-------- DATA LISTING --------

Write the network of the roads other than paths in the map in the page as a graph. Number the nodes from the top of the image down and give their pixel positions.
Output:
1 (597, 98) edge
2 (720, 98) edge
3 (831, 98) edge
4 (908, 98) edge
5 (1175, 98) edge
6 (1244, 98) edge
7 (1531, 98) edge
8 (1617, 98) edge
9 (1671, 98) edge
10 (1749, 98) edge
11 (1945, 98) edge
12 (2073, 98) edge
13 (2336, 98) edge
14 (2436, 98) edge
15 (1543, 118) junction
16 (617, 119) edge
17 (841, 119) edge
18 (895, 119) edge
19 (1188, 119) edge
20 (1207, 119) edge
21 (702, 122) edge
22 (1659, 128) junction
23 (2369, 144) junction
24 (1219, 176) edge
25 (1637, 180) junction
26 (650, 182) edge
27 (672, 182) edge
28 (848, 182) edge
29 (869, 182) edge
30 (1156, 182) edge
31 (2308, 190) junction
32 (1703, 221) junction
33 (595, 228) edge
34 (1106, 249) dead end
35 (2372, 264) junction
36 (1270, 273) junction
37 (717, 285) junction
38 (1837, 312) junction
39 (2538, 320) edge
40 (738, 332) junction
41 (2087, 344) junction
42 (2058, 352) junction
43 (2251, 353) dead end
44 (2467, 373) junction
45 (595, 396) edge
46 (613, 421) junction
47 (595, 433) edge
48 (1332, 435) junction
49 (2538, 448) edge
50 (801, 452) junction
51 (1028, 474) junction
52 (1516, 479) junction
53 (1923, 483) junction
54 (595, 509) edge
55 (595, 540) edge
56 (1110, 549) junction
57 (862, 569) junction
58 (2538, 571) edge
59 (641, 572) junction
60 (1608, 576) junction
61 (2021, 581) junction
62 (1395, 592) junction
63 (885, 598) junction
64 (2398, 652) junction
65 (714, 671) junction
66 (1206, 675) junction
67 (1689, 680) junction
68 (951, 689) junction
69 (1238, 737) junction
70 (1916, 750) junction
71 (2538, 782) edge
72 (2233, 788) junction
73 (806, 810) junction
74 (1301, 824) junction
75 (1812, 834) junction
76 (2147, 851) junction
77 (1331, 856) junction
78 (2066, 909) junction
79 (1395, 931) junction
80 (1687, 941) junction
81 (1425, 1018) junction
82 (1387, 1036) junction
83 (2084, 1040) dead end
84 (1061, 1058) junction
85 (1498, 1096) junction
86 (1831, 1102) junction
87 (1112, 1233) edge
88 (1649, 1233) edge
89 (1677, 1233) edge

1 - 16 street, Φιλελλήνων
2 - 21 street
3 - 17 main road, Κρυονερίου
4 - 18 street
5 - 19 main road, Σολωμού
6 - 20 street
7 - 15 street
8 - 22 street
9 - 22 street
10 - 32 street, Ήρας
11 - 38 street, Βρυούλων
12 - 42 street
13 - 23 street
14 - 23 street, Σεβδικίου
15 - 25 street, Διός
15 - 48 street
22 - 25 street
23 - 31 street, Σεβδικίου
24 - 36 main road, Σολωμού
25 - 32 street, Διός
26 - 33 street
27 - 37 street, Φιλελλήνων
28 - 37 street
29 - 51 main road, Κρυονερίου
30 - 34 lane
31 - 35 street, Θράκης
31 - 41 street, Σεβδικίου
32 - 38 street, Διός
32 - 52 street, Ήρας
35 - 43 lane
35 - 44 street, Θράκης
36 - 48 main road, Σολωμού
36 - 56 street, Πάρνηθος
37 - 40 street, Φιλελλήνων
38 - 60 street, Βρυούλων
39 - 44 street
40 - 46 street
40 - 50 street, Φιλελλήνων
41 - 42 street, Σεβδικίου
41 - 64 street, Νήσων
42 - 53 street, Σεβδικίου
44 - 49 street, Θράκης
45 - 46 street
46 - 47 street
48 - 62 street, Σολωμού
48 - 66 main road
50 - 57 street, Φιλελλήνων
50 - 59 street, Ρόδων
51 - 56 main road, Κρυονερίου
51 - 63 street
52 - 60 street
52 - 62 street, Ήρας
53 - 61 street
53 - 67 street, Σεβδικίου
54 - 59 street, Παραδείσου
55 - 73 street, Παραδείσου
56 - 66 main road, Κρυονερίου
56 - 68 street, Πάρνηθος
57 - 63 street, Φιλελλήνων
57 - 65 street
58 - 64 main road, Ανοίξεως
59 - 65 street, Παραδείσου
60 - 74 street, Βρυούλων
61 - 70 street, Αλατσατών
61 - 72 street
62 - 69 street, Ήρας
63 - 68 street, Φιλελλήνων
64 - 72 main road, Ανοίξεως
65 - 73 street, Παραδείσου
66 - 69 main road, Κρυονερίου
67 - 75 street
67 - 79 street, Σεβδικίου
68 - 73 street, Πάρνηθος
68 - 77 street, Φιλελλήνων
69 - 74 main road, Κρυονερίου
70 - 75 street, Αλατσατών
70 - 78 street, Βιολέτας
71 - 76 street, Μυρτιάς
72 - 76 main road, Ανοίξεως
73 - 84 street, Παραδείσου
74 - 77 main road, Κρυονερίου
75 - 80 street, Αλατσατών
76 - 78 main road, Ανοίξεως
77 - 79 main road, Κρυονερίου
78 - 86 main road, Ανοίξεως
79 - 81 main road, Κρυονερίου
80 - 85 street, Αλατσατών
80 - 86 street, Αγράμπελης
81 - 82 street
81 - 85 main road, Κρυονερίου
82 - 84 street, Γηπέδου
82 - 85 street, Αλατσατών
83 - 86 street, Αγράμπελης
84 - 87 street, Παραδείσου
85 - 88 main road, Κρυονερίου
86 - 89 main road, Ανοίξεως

--------

WHAT IS NEEDED:
For each line in the data that holds "Φιλελλήνων", add one to a count, then report that count alone.

SOLUTION TO THE PROBLEM:
8